Reconcile coverage. Compare what the backup contains against current key material in the live system. The delta (anything created since the backup) is your silent gap. Record the number; it’s the single most decision-relevant output of the whole exercise.

Walk the long tail on paper. For staked, locked, and contract-held positions, a sweep is impossible by construction; the drill should table-top the runbook instead: which protocol exit steps, what unbonding timeline, which pre-approved destination addresses. If the runbook doesn’t exist, that’s a finding, not a footnote.

Record deviations as they happen. Every place reality diverged from the written procedure gets logged at the moment it occurs: a missing tool version, an unexpected prompt, a step done from memory because the document was wrong. Deviations are the product of the drill; a deviation-free record usually means nobody was writing things down.

After the drill

Produce evidence, not a vibe. The output should be an artifact a third party can assess later: who executed, when, on what environment, what was verified, the coverage number, every deviation, pass/fail against the pre-agreed criteria, and sign-off by the participants. Timestamped and tamper-evident if you can; a signed PDF in the audit folder at minimum. Eighteen months from now, “we did a drill” carries no weight; the artifact does.
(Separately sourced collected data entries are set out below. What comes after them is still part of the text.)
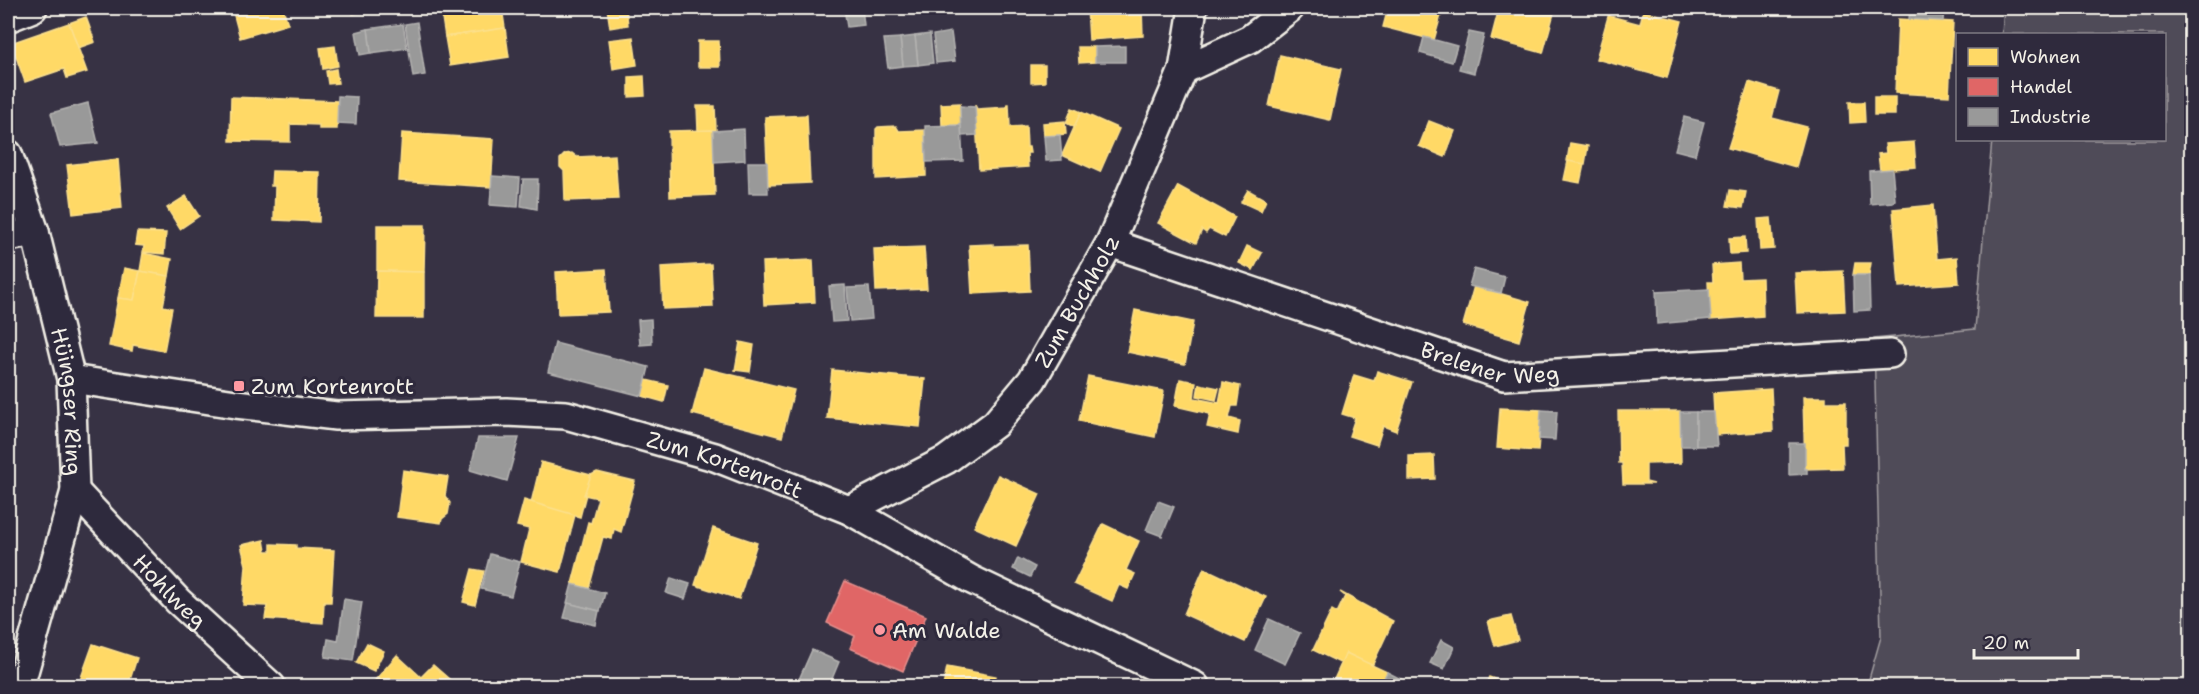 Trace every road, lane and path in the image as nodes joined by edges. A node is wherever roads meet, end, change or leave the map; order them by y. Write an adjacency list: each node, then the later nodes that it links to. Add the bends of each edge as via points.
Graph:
1 (33, 8): 4 (street)
2 (1193, 8): 5 (street, Zum Buchholz)
3 (1290, 8): 5 (street, via 1250,39)
4 (8, 18)
5 (1182, 70): 9 (street, Zum Buchholz)
6 (8, 154): 7 (street, Hüingser Ring)
7 (35, 232): 8 (street); 11 (street, Hüingser Ring)
8 (8, 237)
9 (1110, 243): 10 (street, Brelener Weg, via 1504,376); 13 (street, Zum Buchholz, via 1032,380 995,424 946,460)
10 (1890, 354)
11 (71, 379): 12 (street, Hüingser Ring); 13 (street, Zum Kortenrott, via 336,416 506,412 566,415 715,457)
12 (75, 491): 14 (street, Hüingser Ring); 15 (street, Hohlweg, via 178,601)
13 (849, 510): 16 (street, Zum Kortenrott, via 972,580)
14 (20, 687)
15 (271, 687)
16 (1195, 687) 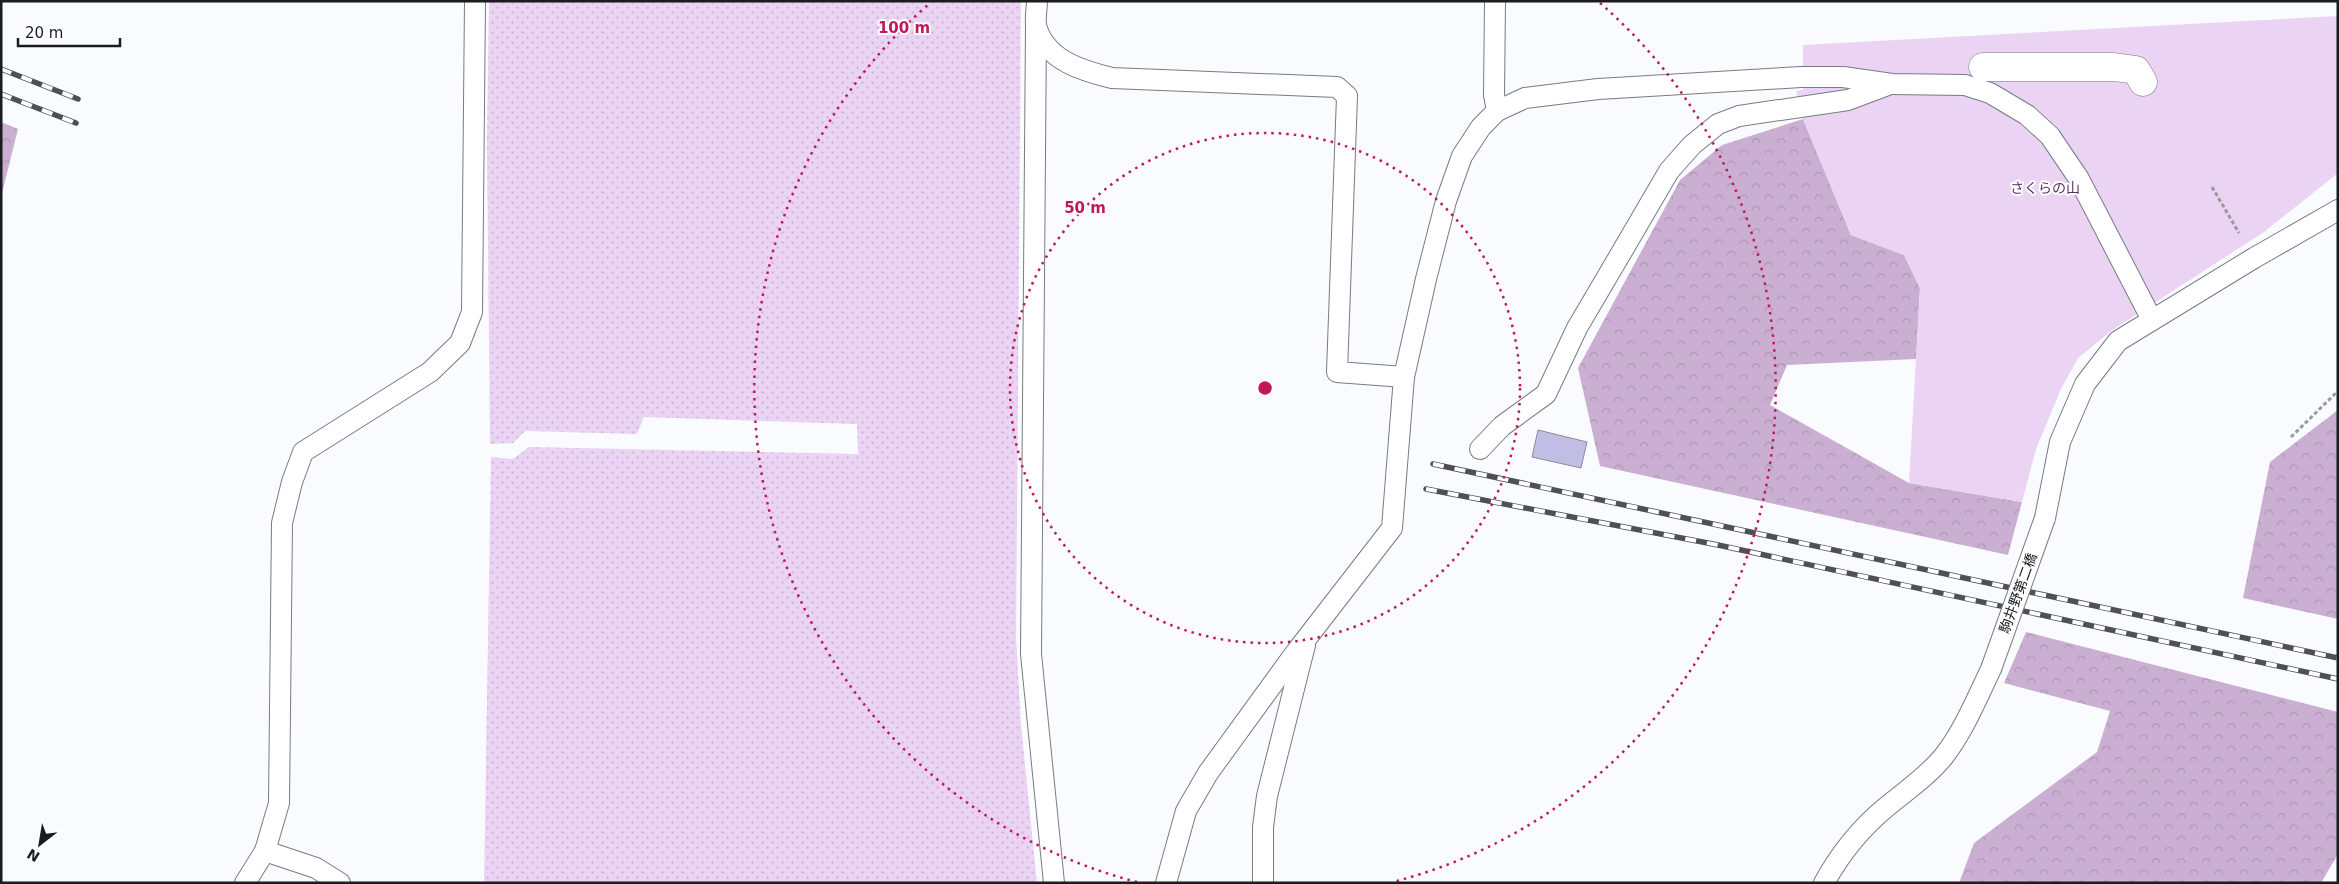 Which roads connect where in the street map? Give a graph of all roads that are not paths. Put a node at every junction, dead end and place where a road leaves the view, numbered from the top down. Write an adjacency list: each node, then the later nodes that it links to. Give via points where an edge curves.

Fix the findings, then schedule the next one. A drill is a sample of your readiness at one point in time. Readiness decays: workspaces grow past their backups, people leave, vendors change backup formats, tooling versions drift. An annual cadence is the floor; after any material change to key material, vendor tooling, or personnel is the trigger for an off-cycle run.

The maturity ladder

In practice, organizations sit on a four-rung ladder:

  1. A backup exists (someone downloaded it, once).
  2. The backup has been verified (point-in-time proof it decrypts and matches).
  3. Verification is scheduled and evidenced (recoverability is a monitored property, with artifacts).
  4. Recovery is rehearsed (people, environment, runbooks, and the long tail, proven under drill conditions).

Most institutions holding digital assets are on rung 1 and believe they are on rung 4. The distance between those rungs is invisible right up until the day it’s the only thing that matters.